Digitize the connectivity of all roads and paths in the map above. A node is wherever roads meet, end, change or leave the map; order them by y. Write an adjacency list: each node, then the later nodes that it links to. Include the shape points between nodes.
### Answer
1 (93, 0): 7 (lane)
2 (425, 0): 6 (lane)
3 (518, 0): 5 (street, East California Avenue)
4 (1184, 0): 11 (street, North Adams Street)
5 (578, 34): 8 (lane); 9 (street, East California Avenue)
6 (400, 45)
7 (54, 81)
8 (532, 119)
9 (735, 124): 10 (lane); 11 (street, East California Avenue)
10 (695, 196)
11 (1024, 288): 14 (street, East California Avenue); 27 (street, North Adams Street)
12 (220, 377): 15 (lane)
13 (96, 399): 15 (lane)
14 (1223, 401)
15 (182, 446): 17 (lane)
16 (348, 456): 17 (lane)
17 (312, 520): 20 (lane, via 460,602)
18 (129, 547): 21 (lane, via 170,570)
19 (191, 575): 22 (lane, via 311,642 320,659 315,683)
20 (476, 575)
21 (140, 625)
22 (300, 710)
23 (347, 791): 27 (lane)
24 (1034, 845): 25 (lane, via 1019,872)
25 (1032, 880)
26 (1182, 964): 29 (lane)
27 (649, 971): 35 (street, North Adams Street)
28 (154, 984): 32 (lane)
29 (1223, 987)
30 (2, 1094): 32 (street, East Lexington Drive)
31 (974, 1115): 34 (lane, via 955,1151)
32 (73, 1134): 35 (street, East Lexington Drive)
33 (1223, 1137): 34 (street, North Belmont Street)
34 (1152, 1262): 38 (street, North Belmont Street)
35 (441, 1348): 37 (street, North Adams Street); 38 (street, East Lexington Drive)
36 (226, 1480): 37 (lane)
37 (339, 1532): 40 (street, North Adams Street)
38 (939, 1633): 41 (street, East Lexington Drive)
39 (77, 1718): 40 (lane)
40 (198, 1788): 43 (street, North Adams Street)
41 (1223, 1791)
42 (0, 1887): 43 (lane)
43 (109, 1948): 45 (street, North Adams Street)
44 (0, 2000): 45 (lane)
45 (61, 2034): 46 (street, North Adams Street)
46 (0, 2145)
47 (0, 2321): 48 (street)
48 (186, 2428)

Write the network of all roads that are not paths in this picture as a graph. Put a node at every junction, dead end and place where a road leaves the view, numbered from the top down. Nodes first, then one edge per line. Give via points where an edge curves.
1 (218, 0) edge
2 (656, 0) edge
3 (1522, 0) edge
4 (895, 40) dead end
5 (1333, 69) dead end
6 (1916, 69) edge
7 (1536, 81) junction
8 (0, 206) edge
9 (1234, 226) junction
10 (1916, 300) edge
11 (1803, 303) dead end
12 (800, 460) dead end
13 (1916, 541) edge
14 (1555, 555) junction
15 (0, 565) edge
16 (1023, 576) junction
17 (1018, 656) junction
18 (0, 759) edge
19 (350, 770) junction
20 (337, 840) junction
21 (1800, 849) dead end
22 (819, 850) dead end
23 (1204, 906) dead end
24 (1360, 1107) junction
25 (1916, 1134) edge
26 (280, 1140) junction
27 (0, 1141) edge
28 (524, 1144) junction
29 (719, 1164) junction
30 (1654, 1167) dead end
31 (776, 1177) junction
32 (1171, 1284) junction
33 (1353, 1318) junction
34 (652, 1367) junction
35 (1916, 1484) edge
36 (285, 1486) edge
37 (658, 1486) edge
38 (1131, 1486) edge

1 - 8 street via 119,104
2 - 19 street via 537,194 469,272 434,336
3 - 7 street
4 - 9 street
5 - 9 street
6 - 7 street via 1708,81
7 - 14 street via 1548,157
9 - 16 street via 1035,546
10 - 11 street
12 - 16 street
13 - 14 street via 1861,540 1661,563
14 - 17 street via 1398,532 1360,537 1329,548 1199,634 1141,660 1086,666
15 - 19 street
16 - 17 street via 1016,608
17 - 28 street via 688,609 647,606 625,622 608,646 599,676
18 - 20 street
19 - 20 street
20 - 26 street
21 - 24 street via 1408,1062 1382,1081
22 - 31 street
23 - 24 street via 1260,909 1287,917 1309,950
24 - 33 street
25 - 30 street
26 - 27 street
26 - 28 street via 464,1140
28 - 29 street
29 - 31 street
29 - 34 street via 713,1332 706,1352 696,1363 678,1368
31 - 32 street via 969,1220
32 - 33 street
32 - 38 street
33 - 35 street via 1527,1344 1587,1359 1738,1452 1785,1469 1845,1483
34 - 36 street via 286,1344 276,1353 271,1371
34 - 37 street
=-=-=
(Problem requirements):
Each line in the material with "node" in it must be reported.

(The completed task):
Digitize the connectivity of all roads and paths in the map above. A node is wherever roads meet, end, change or leave the map; order them by y. Write an adjacency list: each node, then the later nodes that it links to. Include the shape points between nodes.
Write the network of all roads that are not paths in this picture as a graph. Put a node at every junction, dead end and place where a road leaves the view, numbered from the top down. Nodes first, then one edge per line. Give via points where an edge curves.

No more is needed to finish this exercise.